図2は、VH-Wt/VL-Wtの抗体生産量を100%とした時のVH-Wt/VL-Mutの抗体生産量、VH-Mut/VL-Wtの抗体生産量、VH-Mut/VL-Mutの抗体生産量を示す。VH-Wt/VL-Mut、VH-Mut/VL-Wt、VH-Mut/VL-MutはVH-Wt/VL-Wtと比較すると、それぞれ30%、11%、35%の生産性向上が確認された。この結果から、マウス抗体の重鎖及び/又は軽鎖フレームワーク領域において本発明のアミノ酸改変を行うこと、とりわけ軽鎖フレームワーク領域において本発明のアミノ酸改変を行うことにより、組換え発現における抗体生産量が向上することが確認された。
【0056】
実施例3:安定性発現でのアミノ酸改変効果の評価
脂質性トランスフェクション試薬であるTransFectin(Bio-Rad製)のプロトコルに従っい、CHO細胞への上記実施例1で取得した各抗体発現ベクター(プラスミド)のトランスフェクションを行った。培養1日目にPuromycin を添加し薬剤選択を開始した。培養6日目の時点で、安定性発現細胞の生産性を評価するために培養液をサンプリングし、Mouse IgG ELISA Quantitation Set(Bethyl Laboratories製)を用いて培養液上清中に組換え発現した抗体濃度を測定した。
【0057】
図3に、上記のようにして測定した各抗体のトランスフェクション後の薬剤添加による安定性発現評価結果を示した。

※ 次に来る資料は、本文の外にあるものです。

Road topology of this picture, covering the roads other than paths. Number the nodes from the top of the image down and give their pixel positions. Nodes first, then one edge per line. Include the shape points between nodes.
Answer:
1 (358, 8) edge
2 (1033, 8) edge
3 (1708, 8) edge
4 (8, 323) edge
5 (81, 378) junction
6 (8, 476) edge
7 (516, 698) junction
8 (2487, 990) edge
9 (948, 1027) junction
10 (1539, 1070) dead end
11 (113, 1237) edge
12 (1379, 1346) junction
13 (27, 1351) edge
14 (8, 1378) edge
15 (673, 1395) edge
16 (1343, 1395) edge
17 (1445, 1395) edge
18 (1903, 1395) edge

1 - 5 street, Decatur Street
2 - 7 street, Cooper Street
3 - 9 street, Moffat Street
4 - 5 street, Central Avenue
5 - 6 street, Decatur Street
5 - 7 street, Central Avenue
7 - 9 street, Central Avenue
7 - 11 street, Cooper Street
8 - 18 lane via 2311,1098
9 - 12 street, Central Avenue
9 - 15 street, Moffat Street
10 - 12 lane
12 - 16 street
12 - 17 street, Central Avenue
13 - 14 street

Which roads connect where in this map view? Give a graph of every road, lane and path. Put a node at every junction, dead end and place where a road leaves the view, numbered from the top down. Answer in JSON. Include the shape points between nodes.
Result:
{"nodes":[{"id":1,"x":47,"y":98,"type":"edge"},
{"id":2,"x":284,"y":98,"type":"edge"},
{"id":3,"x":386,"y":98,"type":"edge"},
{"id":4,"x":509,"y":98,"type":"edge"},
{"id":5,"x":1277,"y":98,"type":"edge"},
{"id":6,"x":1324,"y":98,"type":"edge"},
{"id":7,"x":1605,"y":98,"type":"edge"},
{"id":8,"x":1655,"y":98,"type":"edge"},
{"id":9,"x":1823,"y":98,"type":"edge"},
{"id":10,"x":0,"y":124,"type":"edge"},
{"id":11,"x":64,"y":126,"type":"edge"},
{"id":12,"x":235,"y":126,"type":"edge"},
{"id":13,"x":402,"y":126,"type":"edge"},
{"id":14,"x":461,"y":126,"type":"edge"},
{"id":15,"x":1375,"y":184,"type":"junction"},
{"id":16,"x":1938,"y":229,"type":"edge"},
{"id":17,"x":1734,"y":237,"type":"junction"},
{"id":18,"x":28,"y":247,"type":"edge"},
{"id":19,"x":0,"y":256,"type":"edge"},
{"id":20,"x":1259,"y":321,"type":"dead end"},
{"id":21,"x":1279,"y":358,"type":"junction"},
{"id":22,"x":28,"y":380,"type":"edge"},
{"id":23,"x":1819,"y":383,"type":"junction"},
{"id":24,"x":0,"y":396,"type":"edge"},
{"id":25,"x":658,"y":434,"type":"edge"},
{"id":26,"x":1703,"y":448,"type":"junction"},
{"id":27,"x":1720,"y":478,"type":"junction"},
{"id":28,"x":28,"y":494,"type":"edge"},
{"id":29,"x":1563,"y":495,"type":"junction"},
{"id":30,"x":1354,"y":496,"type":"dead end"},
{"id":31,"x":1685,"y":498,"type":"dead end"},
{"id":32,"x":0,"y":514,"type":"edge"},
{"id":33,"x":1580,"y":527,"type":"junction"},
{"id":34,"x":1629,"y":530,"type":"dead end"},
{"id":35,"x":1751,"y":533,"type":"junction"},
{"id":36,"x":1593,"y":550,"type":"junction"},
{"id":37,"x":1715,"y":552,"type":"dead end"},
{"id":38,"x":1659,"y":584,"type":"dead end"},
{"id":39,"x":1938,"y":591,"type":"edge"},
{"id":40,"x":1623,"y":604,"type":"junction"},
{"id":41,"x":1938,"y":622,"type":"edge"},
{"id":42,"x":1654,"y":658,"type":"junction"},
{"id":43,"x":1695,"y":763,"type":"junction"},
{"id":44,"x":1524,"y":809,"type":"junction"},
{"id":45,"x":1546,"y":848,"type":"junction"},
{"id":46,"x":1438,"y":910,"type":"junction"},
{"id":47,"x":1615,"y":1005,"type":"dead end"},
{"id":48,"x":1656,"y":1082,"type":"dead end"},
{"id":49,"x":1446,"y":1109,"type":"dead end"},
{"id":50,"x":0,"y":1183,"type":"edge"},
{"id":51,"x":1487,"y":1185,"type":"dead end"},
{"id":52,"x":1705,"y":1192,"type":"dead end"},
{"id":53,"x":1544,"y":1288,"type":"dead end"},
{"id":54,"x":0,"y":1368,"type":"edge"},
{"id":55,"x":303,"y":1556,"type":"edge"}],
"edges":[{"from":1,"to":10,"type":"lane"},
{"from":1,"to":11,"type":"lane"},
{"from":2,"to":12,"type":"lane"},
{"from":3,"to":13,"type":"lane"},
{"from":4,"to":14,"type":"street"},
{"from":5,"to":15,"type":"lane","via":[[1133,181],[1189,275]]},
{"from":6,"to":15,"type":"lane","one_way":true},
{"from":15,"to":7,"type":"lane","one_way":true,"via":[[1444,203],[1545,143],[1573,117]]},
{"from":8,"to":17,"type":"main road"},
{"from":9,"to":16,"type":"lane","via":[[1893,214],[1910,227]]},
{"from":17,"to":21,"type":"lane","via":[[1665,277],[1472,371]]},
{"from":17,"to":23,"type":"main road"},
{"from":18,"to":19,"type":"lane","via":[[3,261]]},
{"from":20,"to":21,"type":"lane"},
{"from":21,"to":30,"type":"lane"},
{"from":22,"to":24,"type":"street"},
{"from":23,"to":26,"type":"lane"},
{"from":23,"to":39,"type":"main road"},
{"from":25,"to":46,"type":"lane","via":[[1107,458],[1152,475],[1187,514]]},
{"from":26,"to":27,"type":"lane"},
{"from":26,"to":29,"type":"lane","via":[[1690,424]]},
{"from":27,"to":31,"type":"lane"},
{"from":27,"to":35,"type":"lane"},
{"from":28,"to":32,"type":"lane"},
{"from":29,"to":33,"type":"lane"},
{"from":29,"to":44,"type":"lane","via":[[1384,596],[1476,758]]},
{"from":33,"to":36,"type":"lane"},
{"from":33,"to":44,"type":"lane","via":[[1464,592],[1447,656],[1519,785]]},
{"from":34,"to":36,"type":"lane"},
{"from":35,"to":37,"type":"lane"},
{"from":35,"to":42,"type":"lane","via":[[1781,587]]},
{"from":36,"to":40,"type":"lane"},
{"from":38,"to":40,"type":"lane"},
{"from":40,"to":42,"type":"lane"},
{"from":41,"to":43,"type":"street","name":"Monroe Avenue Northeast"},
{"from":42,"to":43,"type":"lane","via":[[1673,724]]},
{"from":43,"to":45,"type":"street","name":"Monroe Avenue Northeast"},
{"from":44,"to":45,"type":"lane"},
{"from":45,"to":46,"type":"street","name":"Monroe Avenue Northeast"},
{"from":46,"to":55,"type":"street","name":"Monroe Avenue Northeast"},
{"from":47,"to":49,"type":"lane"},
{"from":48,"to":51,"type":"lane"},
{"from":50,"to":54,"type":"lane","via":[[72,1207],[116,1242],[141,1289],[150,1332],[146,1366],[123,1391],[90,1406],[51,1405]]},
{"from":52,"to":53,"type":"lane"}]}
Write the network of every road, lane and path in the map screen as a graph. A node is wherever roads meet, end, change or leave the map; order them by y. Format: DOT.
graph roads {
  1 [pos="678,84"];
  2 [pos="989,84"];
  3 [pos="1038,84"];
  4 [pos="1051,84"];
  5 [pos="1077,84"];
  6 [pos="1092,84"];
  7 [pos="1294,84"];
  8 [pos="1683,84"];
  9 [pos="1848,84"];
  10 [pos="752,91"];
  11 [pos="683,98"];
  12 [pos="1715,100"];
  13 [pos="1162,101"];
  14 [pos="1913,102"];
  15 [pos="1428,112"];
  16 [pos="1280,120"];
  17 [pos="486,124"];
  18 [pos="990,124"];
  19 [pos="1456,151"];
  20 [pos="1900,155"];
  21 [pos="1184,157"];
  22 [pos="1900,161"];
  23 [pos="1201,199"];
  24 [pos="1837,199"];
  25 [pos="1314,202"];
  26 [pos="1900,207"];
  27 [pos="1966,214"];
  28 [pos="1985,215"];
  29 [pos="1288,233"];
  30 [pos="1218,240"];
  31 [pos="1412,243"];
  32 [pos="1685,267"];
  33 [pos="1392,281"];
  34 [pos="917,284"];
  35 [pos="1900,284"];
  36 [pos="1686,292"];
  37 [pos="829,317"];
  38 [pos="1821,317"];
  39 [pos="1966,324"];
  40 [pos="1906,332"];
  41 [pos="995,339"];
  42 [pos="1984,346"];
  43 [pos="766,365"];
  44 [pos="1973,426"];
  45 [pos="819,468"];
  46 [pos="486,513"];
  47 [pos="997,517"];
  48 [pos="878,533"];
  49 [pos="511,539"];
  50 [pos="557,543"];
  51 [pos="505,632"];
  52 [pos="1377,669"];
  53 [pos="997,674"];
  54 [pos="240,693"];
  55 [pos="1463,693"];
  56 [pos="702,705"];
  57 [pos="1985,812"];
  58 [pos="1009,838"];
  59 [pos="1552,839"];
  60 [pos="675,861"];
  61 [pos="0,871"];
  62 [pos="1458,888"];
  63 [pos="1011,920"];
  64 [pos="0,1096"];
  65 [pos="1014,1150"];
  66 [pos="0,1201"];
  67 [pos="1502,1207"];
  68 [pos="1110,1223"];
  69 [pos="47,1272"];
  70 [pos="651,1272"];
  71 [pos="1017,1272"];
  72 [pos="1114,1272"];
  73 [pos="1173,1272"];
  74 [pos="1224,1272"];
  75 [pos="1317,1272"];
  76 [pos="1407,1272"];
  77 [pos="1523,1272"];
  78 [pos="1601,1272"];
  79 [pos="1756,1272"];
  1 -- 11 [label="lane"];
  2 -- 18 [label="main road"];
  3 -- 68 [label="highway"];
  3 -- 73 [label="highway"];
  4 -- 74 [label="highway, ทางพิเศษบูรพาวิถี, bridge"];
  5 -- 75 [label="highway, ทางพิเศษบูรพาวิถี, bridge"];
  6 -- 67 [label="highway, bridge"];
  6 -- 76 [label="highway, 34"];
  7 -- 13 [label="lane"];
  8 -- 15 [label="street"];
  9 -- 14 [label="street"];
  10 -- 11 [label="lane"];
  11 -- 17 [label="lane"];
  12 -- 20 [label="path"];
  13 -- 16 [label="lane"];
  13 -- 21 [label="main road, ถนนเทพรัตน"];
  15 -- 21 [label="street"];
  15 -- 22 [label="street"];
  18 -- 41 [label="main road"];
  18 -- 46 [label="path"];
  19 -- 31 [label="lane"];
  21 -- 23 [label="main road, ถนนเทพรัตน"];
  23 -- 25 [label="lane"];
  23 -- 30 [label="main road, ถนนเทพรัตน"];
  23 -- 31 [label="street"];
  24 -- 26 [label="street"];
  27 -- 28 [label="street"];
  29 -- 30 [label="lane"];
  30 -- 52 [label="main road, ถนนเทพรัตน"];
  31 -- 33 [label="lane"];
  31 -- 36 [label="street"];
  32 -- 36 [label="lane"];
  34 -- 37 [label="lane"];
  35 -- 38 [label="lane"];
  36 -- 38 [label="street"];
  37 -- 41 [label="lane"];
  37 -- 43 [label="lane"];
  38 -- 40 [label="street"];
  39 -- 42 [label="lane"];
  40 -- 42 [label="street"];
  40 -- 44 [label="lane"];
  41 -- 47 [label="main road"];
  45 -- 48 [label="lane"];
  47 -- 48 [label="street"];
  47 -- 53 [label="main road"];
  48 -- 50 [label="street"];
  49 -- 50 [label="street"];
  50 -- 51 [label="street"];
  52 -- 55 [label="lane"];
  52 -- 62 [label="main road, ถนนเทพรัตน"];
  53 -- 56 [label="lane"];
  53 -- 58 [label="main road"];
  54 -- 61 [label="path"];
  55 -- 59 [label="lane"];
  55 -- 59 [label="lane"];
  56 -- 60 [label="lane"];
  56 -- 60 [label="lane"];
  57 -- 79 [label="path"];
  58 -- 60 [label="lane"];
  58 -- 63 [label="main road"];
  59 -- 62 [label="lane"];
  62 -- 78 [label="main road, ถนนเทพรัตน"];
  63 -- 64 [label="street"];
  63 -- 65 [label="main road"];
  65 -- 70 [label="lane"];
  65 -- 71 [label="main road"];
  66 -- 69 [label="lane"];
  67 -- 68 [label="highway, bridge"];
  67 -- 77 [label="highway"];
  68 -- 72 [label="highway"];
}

図3は、VH-Wt/VL-Wt を100%とした時のVH-Wt/VL-Mutの抗体生産量、VH-Mut/VH-Wtの抗体生産量、VH-Mut/VH-Wtの抗体生産量を示す。VH-Wt/VL-Mut、VH-Mut/VL-Wt、VH-Mut/VL-MutはVH-Wt/VL-Wtと比較すると、それぞれ114%、14%、245%の生産性向上が確認された。
【0058】
上記の結果に示されるように、VH-Wt/VL-Mut、VH-Mut/VL-Wt、VH-Mut/VL-Mutのアミノ酸配列を用いたことにより、VH-Wt/VL-Wtのアミノ酸配列を用いた場合と比べると、抗体の生産量が顕著に向上することが確認された。特に、この効果はマウス抗体軽鎖のフレームワーク領域1及び4に所定のアミノ酸改変を入れた場合に大きく、更にマウス重鎖のフレームワーク領域1にも所定のアミノ酸改変を入れると相乗効果的に抗体生産量が増大することが確認された。
本発明の組換え抗体は、抗体の生産効率を高めることができる。これにより、医療、診断分野に適用される抗体の生産技術においてはもとより、ライフサイエンス等の研究分野においても広く利用できる点で有用である。